**TRY IT**
Of all the entries below, only the lines from the one with "Annotate the map" up to and including the one with "Please mark all" are to be duplicated exactly.

[Collected data]

================

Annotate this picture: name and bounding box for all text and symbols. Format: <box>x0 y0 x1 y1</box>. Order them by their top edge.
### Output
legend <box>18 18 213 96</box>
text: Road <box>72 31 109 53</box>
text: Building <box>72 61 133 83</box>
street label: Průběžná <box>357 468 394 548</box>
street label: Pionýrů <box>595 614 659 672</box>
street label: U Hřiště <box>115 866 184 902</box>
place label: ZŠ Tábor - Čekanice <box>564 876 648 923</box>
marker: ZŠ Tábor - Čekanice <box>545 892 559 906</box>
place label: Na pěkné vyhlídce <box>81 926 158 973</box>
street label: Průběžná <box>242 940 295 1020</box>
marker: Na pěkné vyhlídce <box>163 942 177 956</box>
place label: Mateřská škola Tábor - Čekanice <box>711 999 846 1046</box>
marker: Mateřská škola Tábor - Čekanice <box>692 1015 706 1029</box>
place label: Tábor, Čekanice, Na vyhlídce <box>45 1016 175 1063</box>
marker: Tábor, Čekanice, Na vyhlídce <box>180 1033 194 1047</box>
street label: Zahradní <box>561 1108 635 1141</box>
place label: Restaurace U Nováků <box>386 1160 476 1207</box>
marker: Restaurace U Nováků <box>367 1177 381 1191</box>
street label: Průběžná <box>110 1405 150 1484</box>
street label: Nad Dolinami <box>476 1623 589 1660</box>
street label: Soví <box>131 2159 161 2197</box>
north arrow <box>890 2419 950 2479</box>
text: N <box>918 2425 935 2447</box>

================

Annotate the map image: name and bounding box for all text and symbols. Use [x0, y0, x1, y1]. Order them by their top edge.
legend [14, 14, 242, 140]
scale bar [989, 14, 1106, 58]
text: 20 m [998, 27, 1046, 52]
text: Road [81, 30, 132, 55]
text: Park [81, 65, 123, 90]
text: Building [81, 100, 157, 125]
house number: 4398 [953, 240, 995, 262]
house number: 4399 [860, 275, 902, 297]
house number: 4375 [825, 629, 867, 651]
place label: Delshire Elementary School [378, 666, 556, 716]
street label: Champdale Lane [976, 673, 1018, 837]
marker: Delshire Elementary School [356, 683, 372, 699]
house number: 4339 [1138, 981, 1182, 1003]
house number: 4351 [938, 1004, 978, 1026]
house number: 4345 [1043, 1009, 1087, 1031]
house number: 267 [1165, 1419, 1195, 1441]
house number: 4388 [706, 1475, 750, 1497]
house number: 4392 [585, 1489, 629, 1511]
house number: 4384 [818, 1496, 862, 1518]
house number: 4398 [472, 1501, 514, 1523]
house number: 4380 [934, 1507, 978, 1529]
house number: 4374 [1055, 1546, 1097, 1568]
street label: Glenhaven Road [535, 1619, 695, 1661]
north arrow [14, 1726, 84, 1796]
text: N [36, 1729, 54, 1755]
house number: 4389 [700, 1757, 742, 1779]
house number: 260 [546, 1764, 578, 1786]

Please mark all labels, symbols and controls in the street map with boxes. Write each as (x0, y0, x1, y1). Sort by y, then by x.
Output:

================

**TASK SOLUTION**
Annotate the map image: name and bounding box for all text and symbols. Use [x0, y0, x1, y1]. Order them by their top edge.
legend [14, 14, 242, 140]
scale bar [989, 14, 1106, 58]
text: 20 m [998, 27, 1046, 52]
text: Road [81, 30, 132, 55]
text: Park [81, 65, 123, 90]
text: Building [81, 100, 157, 125]
house number: 4398 [953, 240, 995, 262]
house number: 4399 [860, 275, 902, 297]
house number: 4375 [825, 629, 867, 651]
place label: Delshire Elementary School [378, 666, 556, 716]
street label: Champdale Lane [976, 673, 1018, 837]
marker: Delshire Elementary School [356, 683, 372, 699]
house number: 4339 [1138, 981, 1182, 1003]
house number: 4351 [938, 1004, 978, 1026]
house number: 4345 [1043, 1009, 1087, 1031]
house number: 267 [1165, 1419, 1195, 1441]
house number: 4388 [706, 1475, 750, 1497]
house number: 4392 [585, 1489, 629, 1511]
house number: 4384 [818, 1496, 862, 1518]
house number: 4398 [472, 1501, 514, 1523]
house number: 4380 [934, 1507, 978, 1529]
house number: 4374 [1055, 1546, 1097, 1568]
street label: Glenhaven Road [535, 1619, 695, 1661]
north arrow [14, 1726, 84, 1796]
text: N [36, 1729, 54, 1755]
house number: 4389 [700, 1757, 742, 1779]
house number: 260 [546, 1764, 578, 1786]

Please mark all labels, symbols and controls in the street map with boxes. Write each as (x0, y0, x1, y1). Sort by y, then by x.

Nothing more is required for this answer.